PDN Photo of the Day

Jacques Henri Lartigue’s Vie en Rose

Jacques Henri Lartigue famously took his first pictures at age 8, more unusual for a child in 1902 than it is for those who grow up with iPhones. His giddy studies of the wealthy world around him—full of car races and airplanes and motion—have been widely celebrated since his MoMA retrospective in 1963, but less attention has been paid to his work in color. He began working with color at the age of 17, and it makes up nearly 40 percent of his 100,000 negatives. On view until April 3 at Foam Fotografiemusem Amsterdam, “Jacques Henri Lartigue – Life in Colour,” presents more than 100 works in color, ranging from the stereoscopic autochrome plates he made starting around 1910 to the Ektachrome he shot in the 1950s. Lartigue saw himself as a painter and moved in high art circles in Europe, but he continued to make photos throughout his life.

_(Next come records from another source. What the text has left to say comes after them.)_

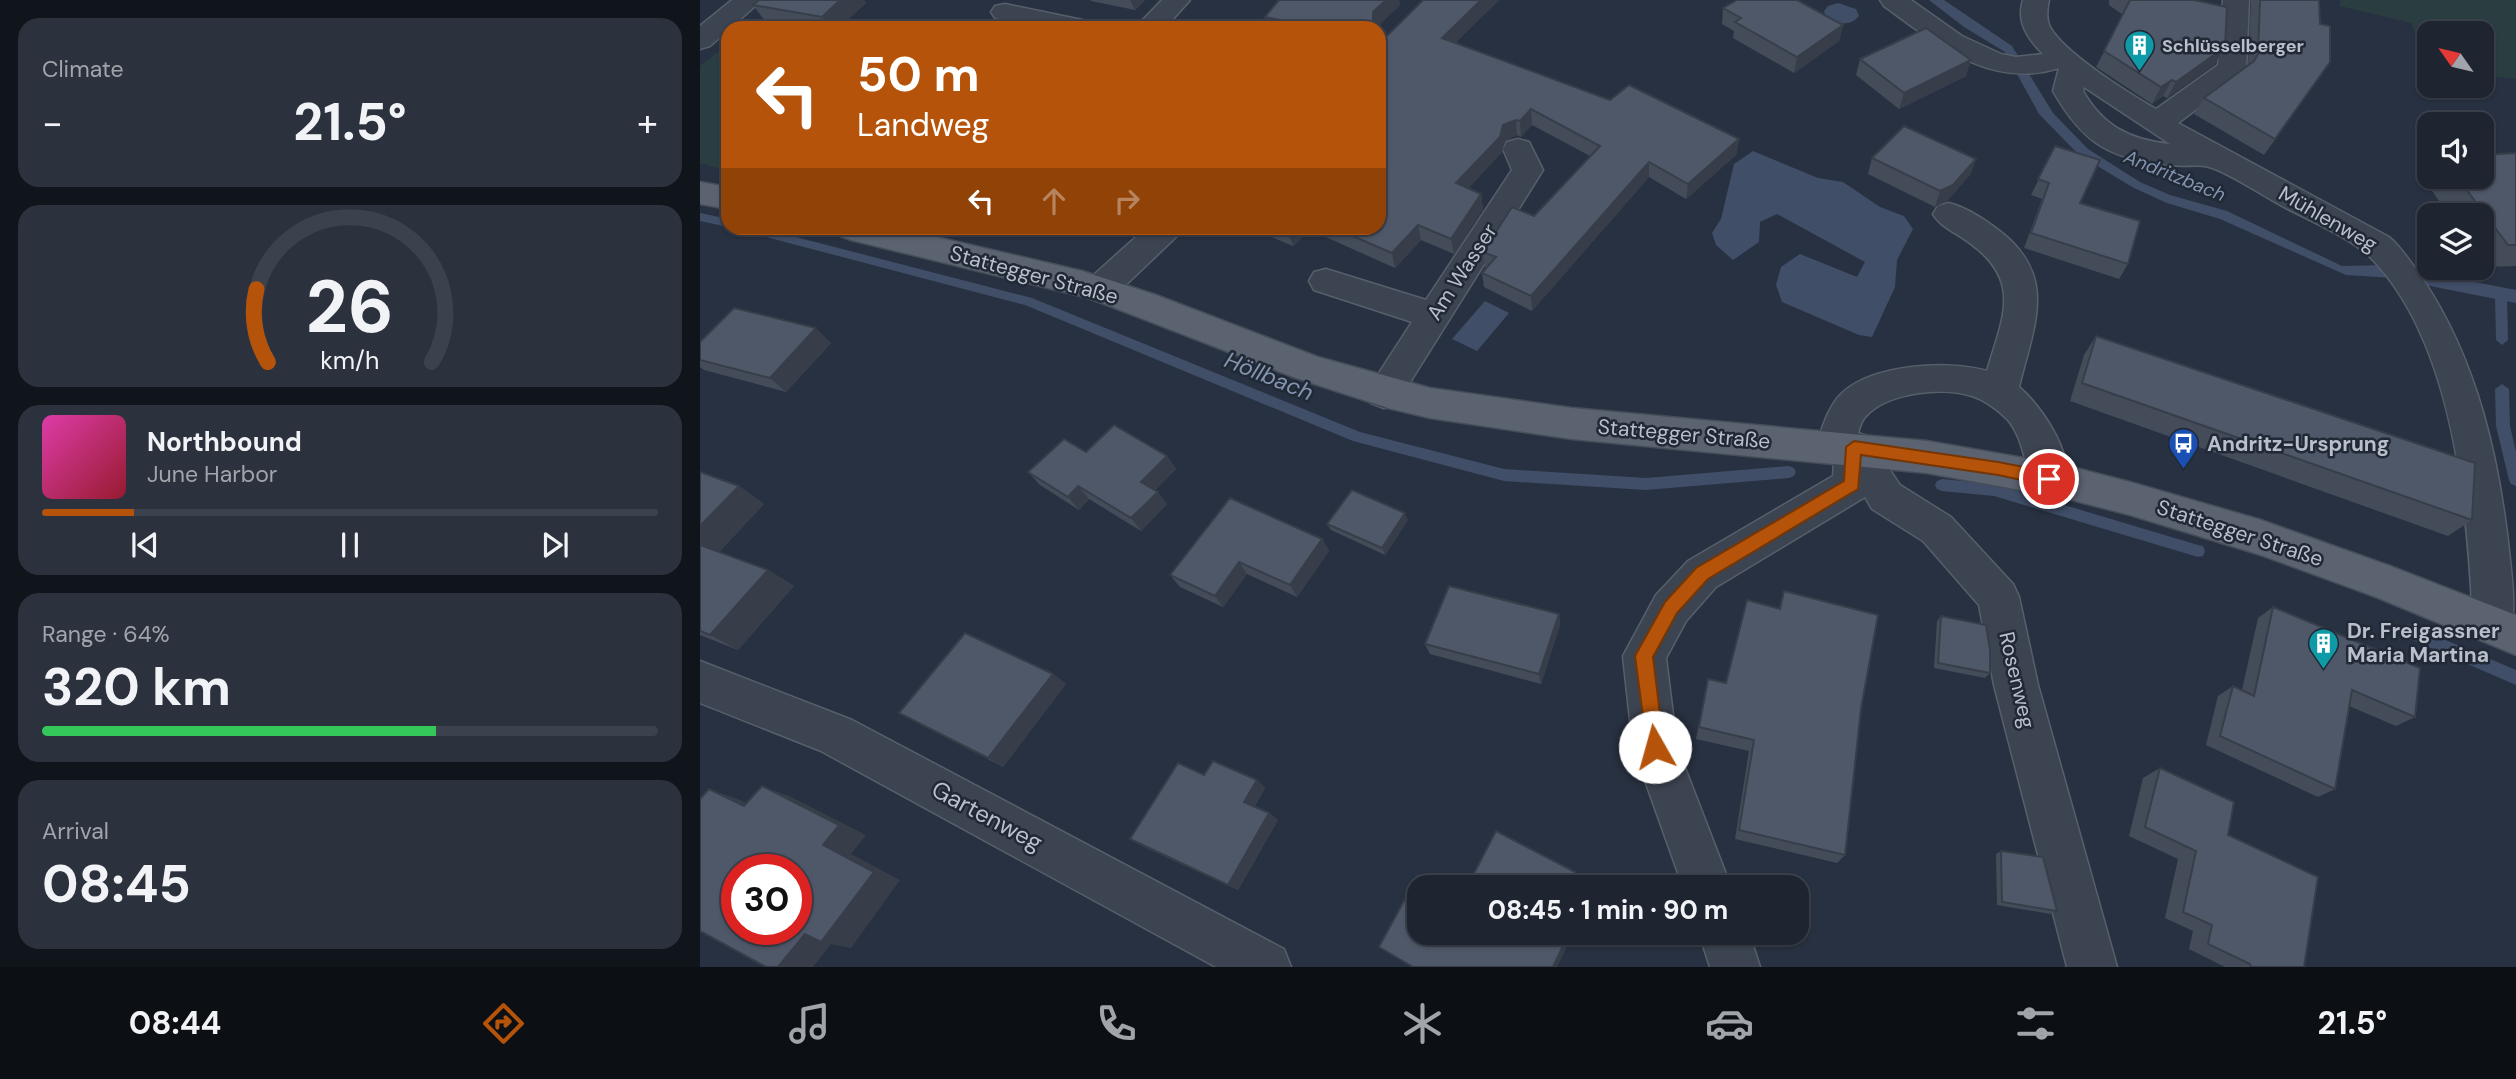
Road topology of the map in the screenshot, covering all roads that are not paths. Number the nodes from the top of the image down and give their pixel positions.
1 (749, 0) edge
2 (1177, 0) edge
3 (1894, 0) edge
4 (2036, 0) edge
5 (1041, 9) edge
6 (2227, 9) edge
7 (1006, 12) dead end
8 (723, 21) edge
9 (1067, 21) edge
10 (1156, 21) edge
11 (721, 23) edge
12 (700, 40) edge
13 (2069, 62) junction
14 (2157, 122) junction
15 (1518, 149) dead end
16 (2215, 157) junction
17 (700, 193) edge
18 (721, 197) edge
19 (1950, 215) dead end
20 (880, 235) edge
21 (1159, 235) edge
22 (1326, 281) dead end
23 (1100, 289) junction
24 (1434, 316) junction
25 (2000, 391) junction
26 (1384, 393) junction
27 (1844, 446) junction
28 (2049, 479) junction
29 (2505, 630) edge
30 (700, 681) edge
31 (1703, 875) edge
32 (1728, 945) edge
33 (1266, 967) edge
34 (1735, 967) edge
35 (2092, 967) edge

1 - 8 street
2 - 10 street
3 - 13 street
4 - 13 street, Mühlenweg
5 - 7 street
5 - 9 street
6 - 14 street
11 - 12 street
13 - 14 street, Mühlenweg
13 - 16 street
14 - 16 street, Mühlenweg
15 - 24 street, Am Wasser
16 - 29 street, Mühlenweg
17 - 18 main road
19 - 25 street
20 - 23 main road, Stattegger Straße
21 - 23 street
22 - 24 street
23 - 26 main road, Stattegger Straße
24 - 26 street, Am Wasser
25 - 27 street
25 - 28 street
26 - 27 main road, Stattegger Straße
27 - 28 main road, Stattegger Straße
27 - 31 street
27 - 35 street, Rosenweg
28 - 29 main road, Stattegger Straße
30 - 33 street, Gartenweg
32 - 34 street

In Provence, Megève and Antibes, he recorded moments of beauty and pleasure in his prosperous French family. “Before, when it was too nice or too lovely a day, I felt a kind of ‘illness’: a mixture of wonder and ‘desperation,'” he wrote. “But this morning I have ‘autochrome’ color plates. I set up my tripod and my camera facing the great motionless trees in the blue haze, and I’m happy! A feeling of calm…” For Lartigue, color was another distraction in a life of ease, one that left a vivid record of a charmed life.